- [What to produce]:
Pictures must be dropped from the copy of the entries below; all else is returned exactly.

- [Exercise data]:

+++

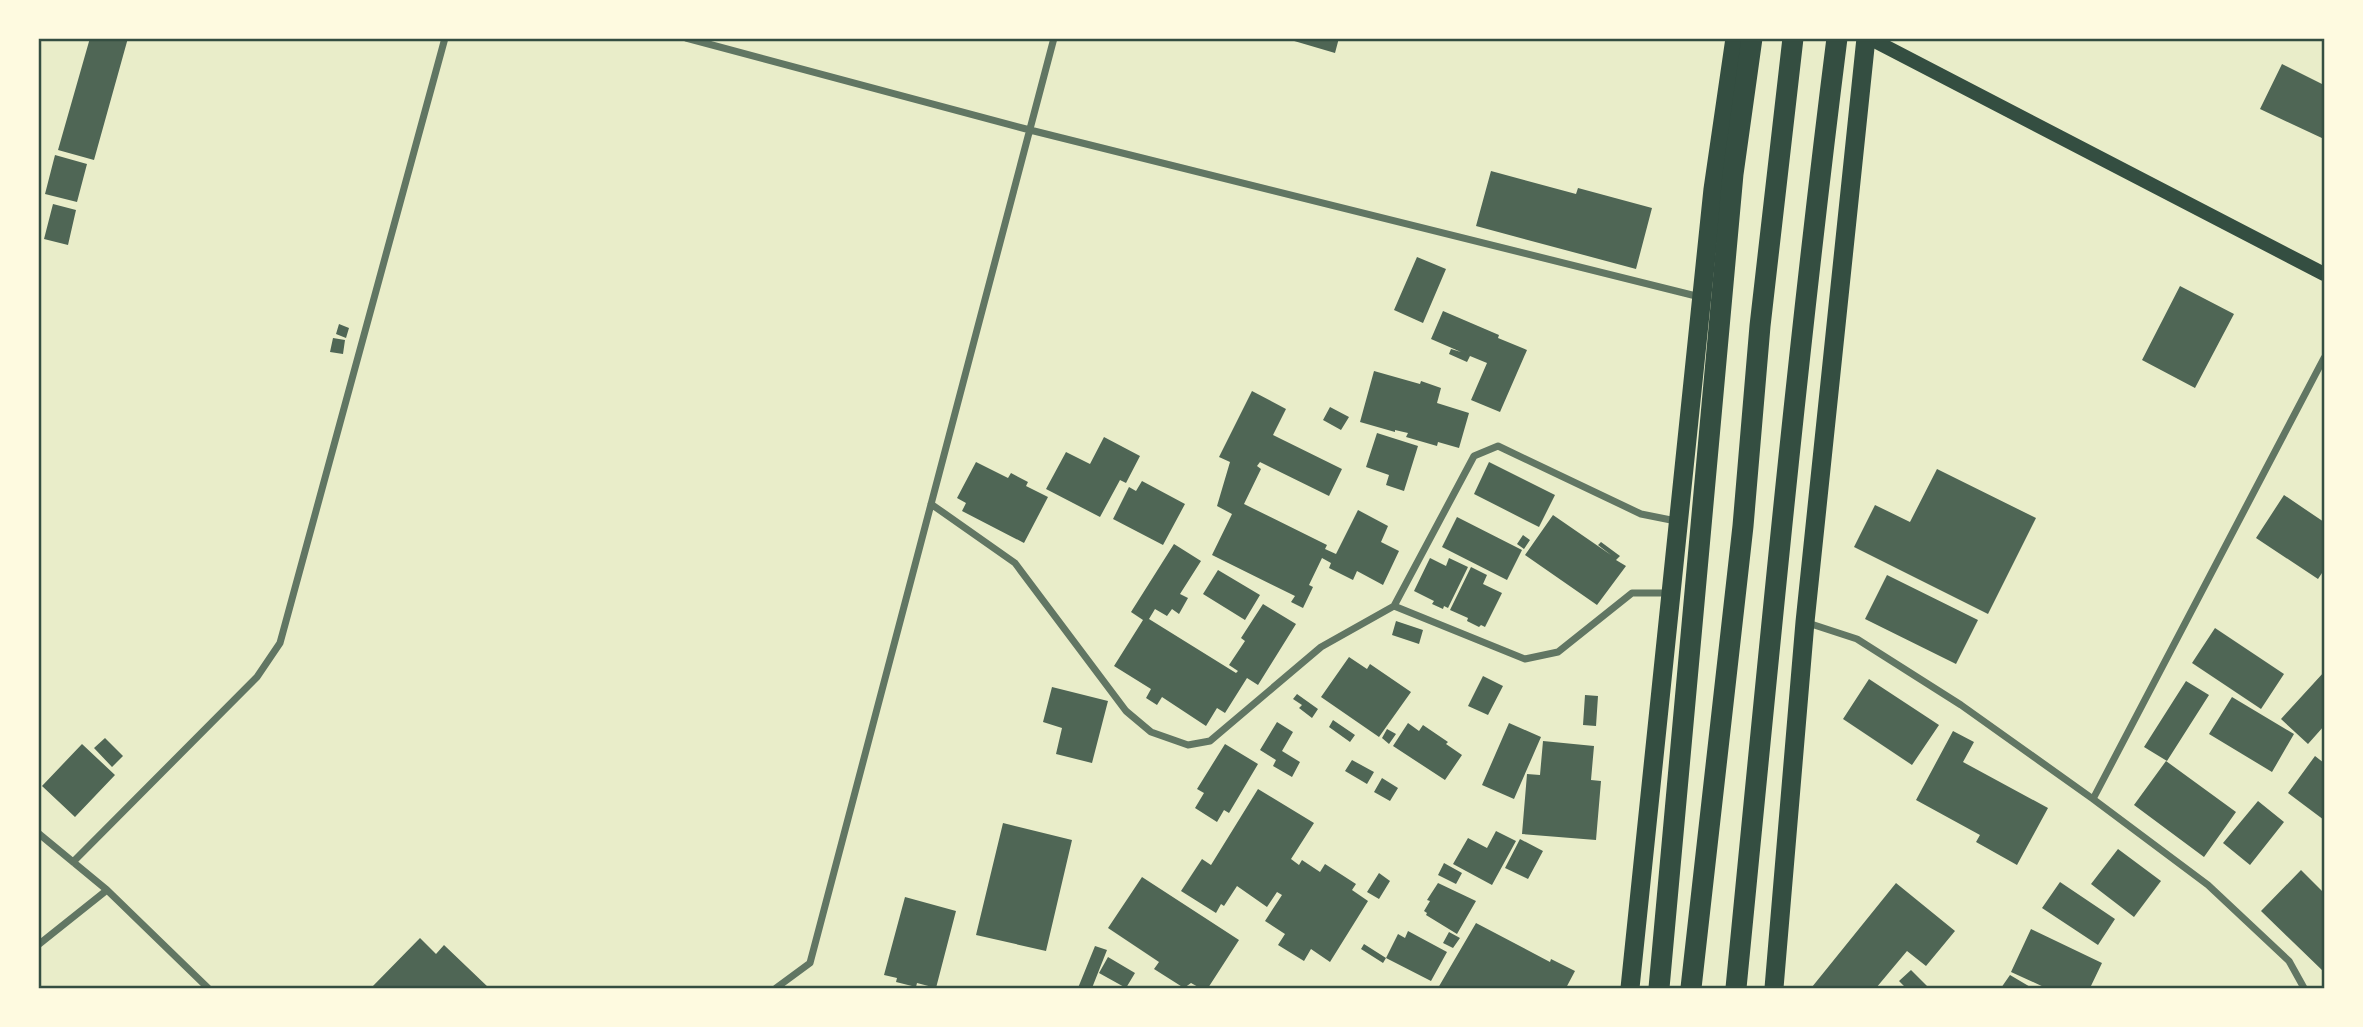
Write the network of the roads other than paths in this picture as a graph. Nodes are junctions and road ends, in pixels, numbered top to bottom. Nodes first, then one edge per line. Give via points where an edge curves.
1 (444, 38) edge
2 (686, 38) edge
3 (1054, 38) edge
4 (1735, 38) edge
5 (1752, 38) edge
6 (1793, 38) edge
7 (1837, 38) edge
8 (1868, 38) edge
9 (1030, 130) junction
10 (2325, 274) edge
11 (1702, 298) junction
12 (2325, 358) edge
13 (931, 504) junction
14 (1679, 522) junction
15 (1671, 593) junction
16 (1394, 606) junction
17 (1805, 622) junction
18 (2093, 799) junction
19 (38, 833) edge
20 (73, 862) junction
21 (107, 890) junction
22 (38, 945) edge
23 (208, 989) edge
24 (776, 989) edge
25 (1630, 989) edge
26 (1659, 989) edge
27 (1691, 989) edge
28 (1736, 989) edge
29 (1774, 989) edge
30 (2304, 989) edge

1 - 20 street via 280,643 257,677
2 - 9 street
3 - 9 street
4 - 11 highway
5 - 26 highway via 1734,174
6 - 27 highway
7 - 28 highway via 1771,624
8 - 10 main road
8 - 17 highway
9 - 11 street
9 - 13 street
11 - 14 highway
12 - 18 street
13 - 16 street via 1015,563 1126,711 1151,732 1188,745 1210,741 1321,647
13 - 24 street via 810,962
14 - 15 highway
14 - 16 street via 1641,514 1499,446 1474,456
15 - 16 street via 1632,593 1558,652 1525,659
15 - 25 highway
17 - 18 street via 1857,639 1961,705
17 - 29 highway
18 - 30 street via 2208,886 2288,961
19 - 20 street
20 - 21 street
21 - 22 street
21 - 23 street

+++

- [Answer below]:
Write the network of the roads other than paths in this picture as a graph. Nodes are junctions and road ends, in pixels, numbered top to bottom. Nodes first, then one edge per line. Give via points where an edge curves.
1 (444, 38) edge
2 (686, 38) edge
3 (1054, 38) edge
4 (1735, 38) edge
5 (1752, 38) edge
6 (1793, 38) edge
7 (1837, 38) edge
8 (1868, 38) edge
9 (1030, 130) junction
10 (2325, 274) edge
11 (1702, 298) junction
12 (2325, 358) edge
13 (931, 504) junction
14 (1679, 522) junction
15 (1671, 593) junction
16 (1394, 606) junction
17 (1805, 622) junction
18 (2093, 799) junction
19 (38, 833) edge
20 (73, 862) junction
21 (107, 890) junction
22 (38, 945) edge
23 (208, 989) edge
24 (776, 989) edge
25 (1630, 989) edge
26 (1659, 989) edge
27 (1691, 989) edge
28 (1736, 989) edge
29 (1774, 989) edge
30 (2304, 989) edge

1 - 20 street via 280,643 257,677
2 - 9 street
3 - 9 street
4 - 11 highway
5 - 26 highway via 1734,174
6 - 27 highway
7 - 28 highway via 1771,624
8 - 10 main road
8 - 17 highway
9 - 11 street
9 - 13 street
11 - 14 highway
12 - 18 street
13 - 16 street via 1015,563 1126,711 1151,732 1188,745 1210,741 1321,647
13 - 24 street via 810,962
14 - 15 highway
14 - 16 street via 1641,514 1499,446 1474,456
15 - 16 street via 1632,593 1558,652 1525,659
15 - 25 highway
17 - 18 street via 1857,639 1961,705
17 - 29 highway
18 - 30 street via 2208,886 2288,961
19 - 20 street
20 - 21 street
21 - 22 street
21 - 23 street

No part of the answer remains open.